On the offensive end, Collins has progressed slowly throughout his time at Miami, even if he still has a raw post game. He shows average footwork but looks more comfortable receiving the ball with his back to the basket these days, able to resort to a drop-step, a variety of hook shots, and even, at times, a turnaround jump shot. He is shooting a spectacular 60.4% from the field, which ranks him tenth among prospects in our database. This is indicative of the excellent position hes often able to establish around the basket, as well as his very good finishing ability. Similarly, he continues to get to the line at a nice rate, averaging 8.9 free throw attempts per 40 minutes pace adjusted and ranking in the top 20 of our database in free throw attempts per possession, even if he shoots just 56.9% from the line.
Being on a team without a true point guard has not helped his progress, but his high level of activity and aggressiveness on the offensive glass has helped him find scoring opportunities. He ranks tenth among prospects in our database in offensive rebounds per 40 minutes pace adjusted, and has the motor and wingspan to suggest that he can translate this ability to the next level. As we have written before, scouts like to see such hustle from undersized collegiate post prospects.
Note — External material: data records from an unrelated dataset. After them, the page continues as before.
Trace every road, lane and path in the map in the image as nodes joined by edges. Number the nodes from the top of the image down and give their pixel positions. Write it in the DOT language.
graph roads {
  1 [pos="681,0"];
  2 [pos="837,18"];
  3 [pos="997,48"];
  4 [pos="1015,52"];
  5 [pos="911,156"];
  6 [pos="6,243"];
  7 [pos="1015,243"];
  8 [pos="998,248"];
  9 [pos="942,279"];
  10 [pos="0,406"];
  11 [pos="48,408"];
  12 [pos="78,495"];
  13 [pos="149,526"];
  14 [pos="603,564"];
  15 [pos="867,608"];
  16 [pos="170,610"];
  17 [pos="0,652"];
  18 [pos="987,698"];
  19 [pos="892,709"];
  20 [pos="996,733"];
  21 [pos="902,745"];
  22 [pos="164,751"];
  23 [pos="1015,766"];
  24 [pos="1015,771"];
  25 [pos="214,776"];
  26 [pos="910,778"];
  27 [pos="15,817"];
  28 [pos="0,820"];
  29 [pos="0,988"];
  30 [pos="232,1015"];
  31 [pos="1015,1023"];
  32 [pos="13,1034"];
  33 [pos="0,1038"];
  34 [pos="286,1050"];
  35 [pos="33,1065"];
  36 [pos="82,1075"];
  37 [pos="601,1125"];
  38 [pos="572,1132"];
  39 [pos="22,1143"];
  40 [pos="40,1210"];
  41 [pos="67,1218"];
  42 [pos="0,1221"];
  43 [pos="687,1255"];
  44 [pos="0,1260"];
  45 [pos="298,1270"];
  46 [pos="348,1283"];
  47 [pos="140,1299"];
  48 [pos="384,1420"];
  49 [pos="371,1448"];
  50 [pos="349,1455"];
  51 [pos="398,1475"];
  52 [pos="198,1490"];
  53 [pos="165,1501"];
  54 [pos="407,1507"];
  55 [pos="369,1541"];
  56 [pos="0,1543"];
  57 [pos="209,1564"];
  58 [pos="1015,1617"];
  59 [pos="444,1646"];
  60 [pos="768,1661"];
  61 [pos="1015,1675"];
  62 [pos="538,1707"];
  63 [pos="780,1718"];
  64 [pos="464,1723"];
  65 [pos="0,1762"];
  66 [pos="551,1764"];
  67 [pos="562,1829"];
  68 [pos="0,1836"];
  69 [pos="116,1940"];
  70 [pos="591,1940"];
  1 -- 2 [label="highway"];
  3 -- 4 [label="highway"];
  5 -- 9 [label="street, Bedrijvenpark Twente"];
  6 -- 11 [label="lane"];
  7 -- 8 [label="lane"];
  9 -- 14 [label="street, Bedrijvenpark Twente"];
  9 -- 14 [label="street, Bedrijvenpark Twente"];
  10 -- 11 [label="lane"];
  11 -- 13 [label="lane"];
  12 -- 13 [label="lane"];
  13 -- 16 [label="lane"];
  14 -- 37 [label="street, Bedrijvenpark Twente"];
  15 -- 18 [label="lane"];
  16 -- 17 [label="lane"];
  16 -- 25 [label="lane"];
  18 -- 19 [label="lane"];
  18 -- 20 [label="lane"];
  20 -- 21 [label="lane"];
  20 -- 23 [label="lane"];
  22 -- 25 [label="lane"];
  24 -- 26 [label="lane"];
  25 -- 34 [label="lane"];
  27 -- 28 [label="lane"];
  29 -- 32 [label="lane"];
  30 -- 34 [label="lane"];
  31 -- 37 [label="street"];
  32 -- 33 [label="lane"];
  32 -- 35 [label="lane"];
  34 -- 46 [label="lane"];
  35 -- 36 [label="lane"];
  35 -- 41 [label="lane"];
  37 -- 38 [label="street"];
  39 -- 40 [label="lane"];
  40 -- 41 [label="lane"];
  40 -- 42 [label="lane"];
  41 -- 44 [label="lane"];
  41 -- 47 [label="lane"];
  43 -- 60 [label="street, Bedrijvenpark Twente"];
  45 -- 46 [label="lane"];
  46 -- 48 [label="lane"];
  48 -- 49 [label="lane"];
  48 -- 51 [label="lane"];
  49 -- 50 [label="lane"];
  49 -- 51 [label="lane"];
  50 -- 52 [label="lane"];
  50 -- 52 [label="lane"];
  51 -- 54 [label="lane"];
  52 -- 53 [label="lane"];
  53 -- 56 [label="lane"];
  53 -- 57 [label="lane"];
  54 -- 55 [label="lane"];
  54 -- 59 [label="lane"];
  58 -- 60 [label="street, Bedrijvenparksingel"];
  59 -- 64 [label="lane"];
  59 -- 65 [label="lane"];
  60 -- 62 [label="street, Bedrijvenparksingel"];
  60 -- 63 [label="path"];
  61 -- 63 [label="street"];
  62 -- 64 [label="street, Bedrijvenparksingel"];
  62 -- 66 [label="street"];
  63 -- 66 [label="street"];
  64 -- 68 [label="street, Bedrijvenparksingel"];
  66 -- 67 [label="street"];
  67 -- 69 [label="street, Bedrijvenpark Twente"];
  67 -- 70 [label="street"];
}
The problem will Collins remains his inconsistency from game to game, as well as his very high turnover rate. Hes a fairly mechanical offensive player, and thus has problems creating shots for himself if he cant simply overpower his matchup. Improving his ability to put the ball on the deck, particularly with his left hand, would help tremendously, but he also needs to work on developing counter moves and utilizing fakes more effectively. Collins basketball IQ appears to be just average, as he makes some questionable decisions from time to time.
As we have written before, he must also work on elevating more in the paint in order to more effectively utilize his length and score against taller and more athletic defenders. Projecting his offensive game to the next level, his ceiling remains limited, and its unlikely that hell ever develop into a terribly polished scoring threat.
Defensively, Collins has made significant progress and has emerged as one of the ACCs better post defenders. He is still at his best close to the basket, utilizing his strength, above average timing, and low center of gravity to hold his own on the blocks at this level. Collins has continued to work hard on the defensive glass, as well, averaging 7.8 defensive rebounds per 40 minutes pace adjusted. He has gotten better defending big men away from the basket, but his just average lateral quickness will not set him apart at the next level. More perimeter oriented big men have given Collins trouble this season and he must prove to scouts that he will be able to adjust to better competition if he wants to play a role at the next level.
Dwayne Collins has had a solid senior campaign thus far, but he has not yet proven that he can compete against NBA-caliber athletes on a nightly basis. Miamis last game of the season, against Florida State, will allow him the opportunity to match up against Solomon Alabi, Chris Singleton, and Xavier Gibson, three NBA-caliber athletes, and prove that he can produce. From there, the ACC Tournament, the NIT, and the Portsmouth Invitational Tournament will provide Collins additional opportunities to show scouts that he can successfully transition to the next level.